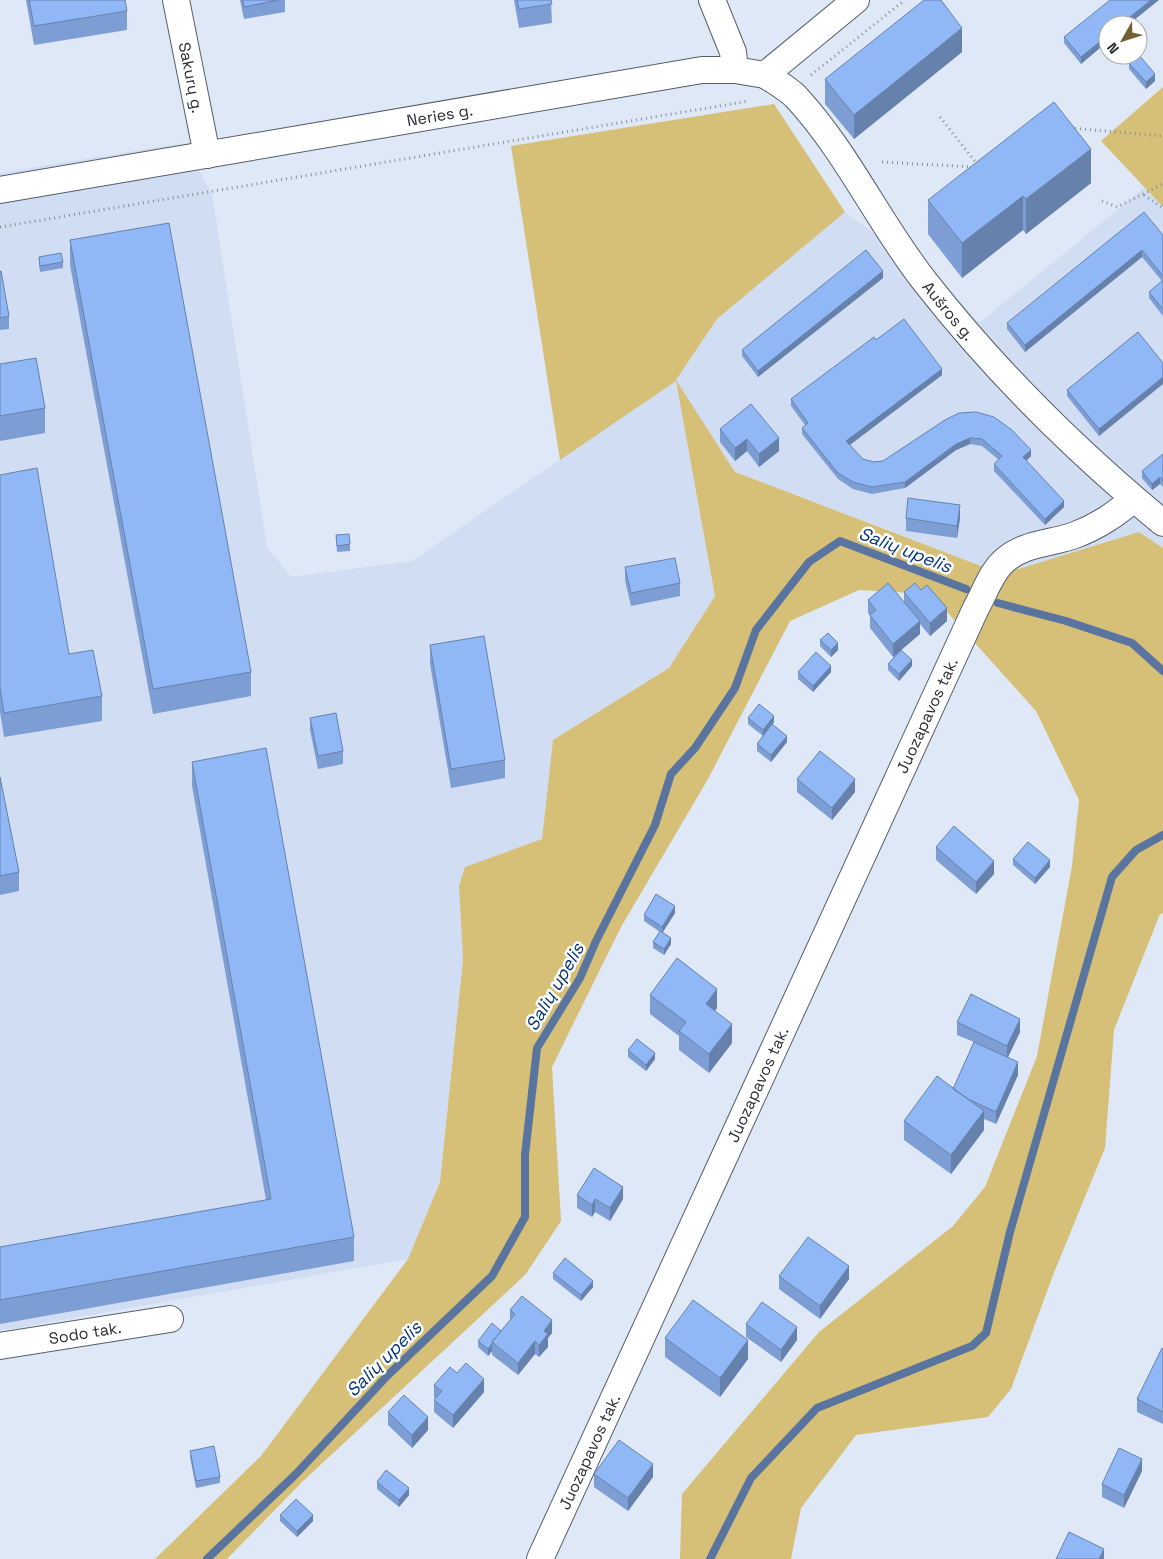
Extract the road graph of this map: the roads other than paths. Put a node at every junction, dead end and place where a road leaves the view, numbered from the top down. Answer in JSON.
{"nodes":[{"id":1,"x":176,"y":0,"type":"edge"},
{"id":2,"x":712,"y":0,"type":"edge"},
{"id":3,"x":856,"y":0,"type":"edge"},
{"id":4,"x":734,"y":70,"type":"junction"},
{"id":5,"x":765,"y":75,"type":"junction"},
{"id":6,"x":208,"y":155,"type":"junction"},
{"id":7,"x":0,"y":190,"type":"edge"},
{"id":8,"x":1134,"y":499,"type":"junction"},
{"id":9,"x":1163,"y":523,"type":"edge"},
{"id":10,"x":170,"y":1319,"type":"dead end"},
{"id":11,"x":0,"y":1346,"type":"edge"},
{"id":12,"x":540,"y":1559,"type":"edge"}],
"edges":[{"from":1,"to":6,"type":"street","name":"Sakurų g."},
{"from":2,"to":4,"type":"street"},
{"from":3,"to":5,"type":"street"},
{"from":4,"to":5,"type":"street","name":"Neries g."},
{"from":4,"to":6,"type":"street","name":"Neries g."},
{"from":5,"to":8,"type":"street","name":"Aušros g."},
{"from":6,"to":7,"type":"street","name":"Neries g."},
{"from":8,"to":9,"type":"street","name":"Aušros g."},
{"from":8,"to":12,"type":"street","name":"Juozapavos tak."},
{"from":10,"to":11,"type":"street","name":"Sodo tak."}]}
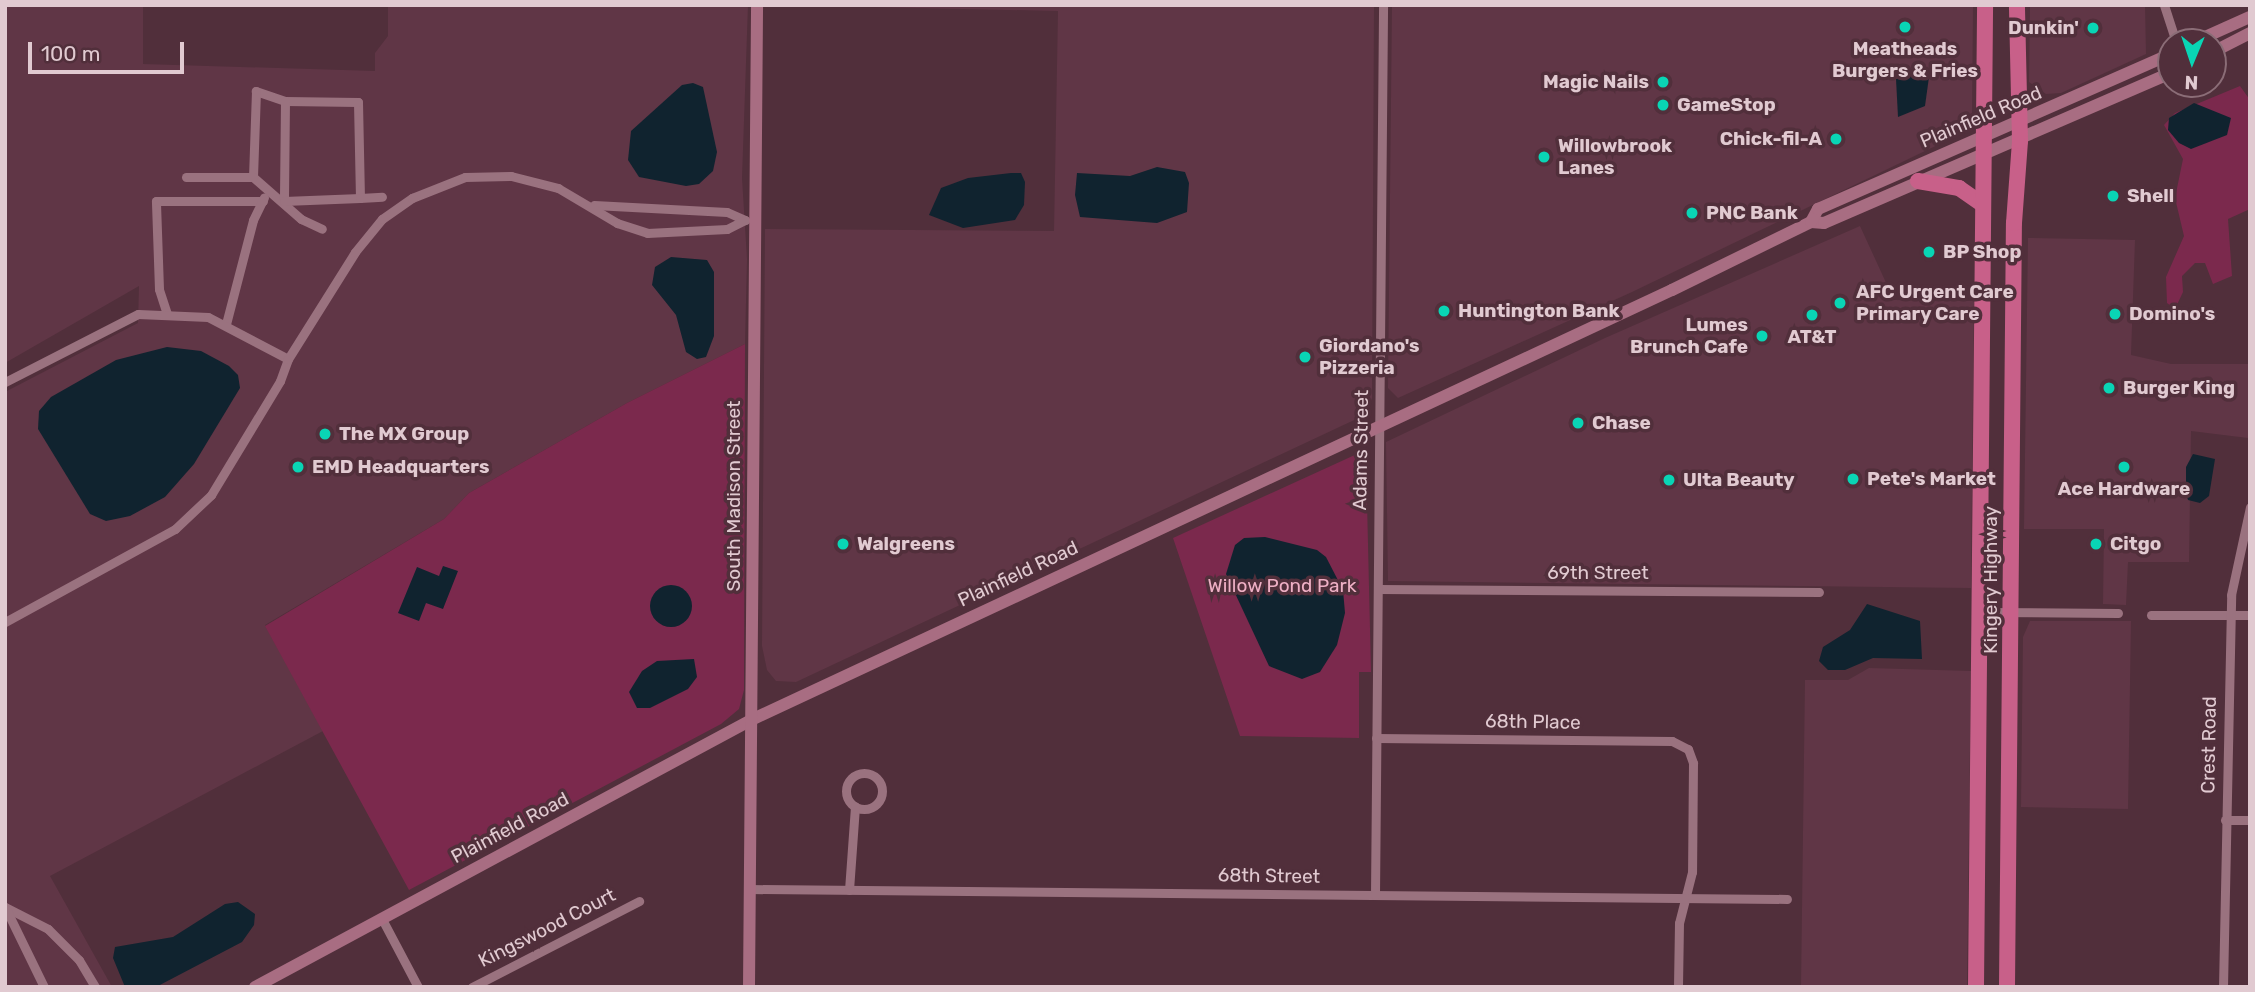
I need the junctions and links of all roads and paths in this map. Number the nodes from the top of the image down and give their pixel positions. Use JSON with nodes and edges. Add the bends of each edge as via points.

* * *

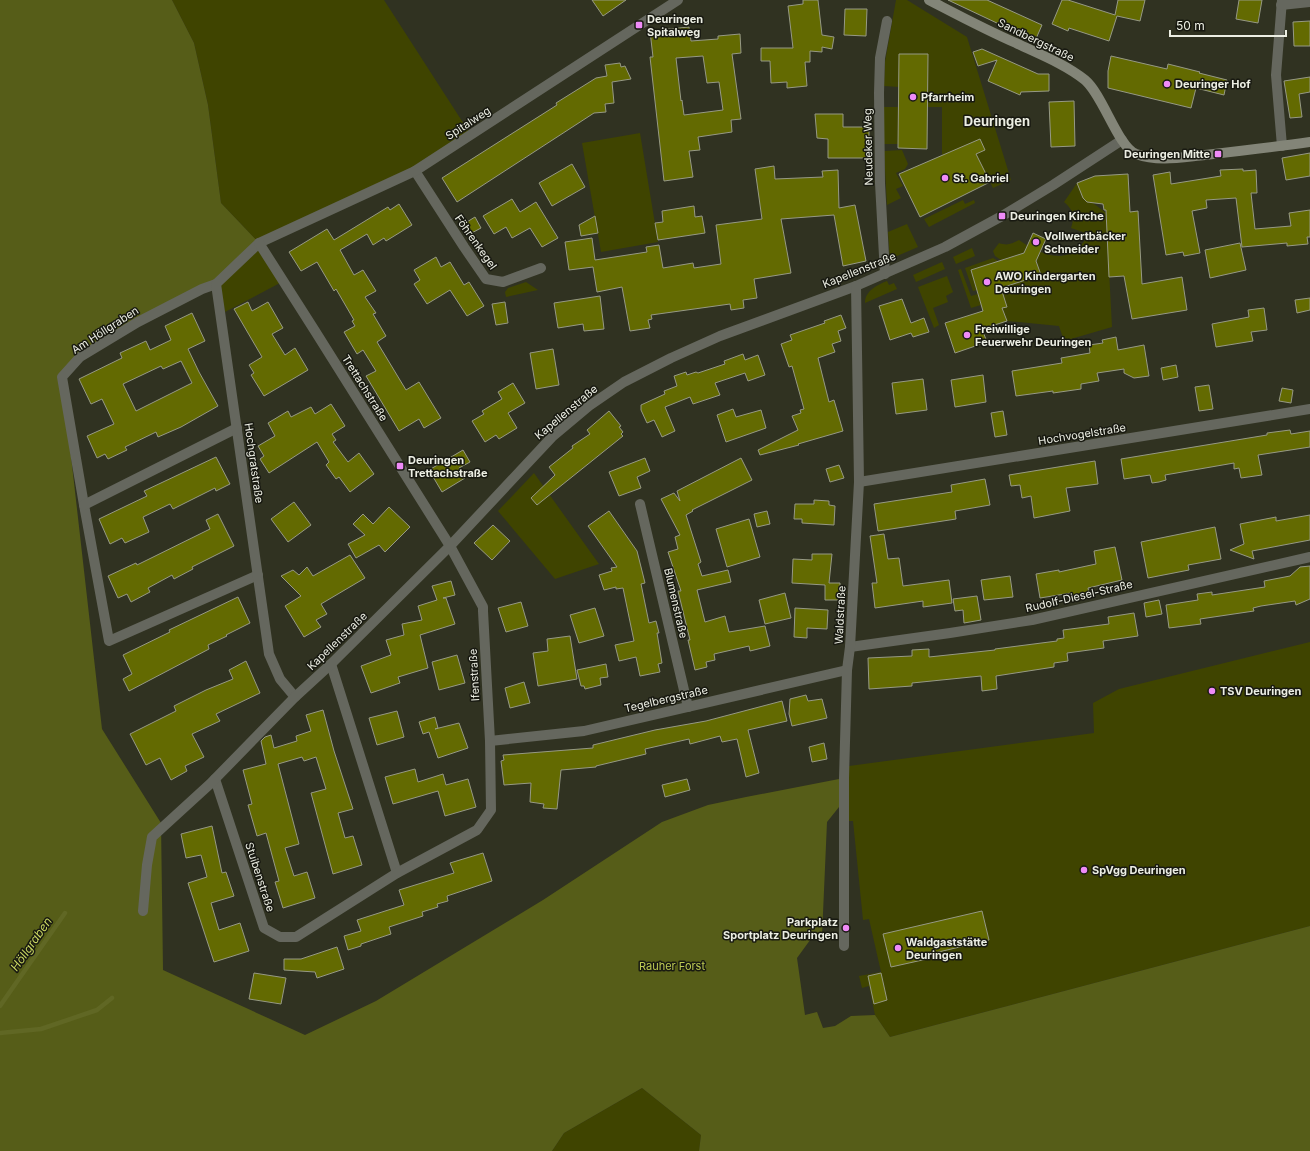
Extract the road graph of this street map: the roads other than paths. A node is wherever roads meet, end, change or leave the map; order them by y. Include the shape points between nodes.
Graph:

---

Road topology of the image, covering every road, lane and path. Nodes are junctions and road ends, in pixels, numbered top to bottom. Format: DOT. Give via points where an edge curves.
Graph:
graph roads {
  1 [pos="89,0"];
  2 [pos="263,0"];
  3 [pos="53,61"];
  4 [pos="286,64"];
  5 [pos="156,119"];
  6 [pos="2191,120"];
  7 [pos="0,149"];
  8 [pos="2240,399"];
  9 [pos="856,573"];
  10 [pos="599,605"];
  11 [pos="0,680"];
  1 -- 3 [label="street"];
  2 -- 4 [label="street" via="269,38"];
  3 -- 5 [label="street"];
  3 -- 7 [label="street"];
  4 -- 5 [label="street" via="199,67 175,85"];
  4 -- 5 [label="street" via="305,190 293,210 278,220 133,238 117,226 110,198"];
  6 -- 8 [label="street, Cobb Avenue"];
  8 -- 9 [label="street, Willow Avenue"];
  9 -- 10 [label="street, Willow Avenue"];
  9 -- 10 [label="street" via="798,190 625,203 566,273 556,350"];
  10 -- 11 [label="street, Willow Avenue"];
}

→ Instructions for the task:
Scan the listing above. Collect all lines with the word "junctions".

→ Answer section:
I need the junctions and links of all roads and paths in this map. Number the nodes from the top of the image down and give their pixel positions. Use JSON with nodes and edges. Add the bends of each edge as via points.
Road topology of the image, covering every road, lane and path. Nodes are junctions and road ends, in pixels, numbered top to bottom. Format: DOT. Give via points where an edge curves.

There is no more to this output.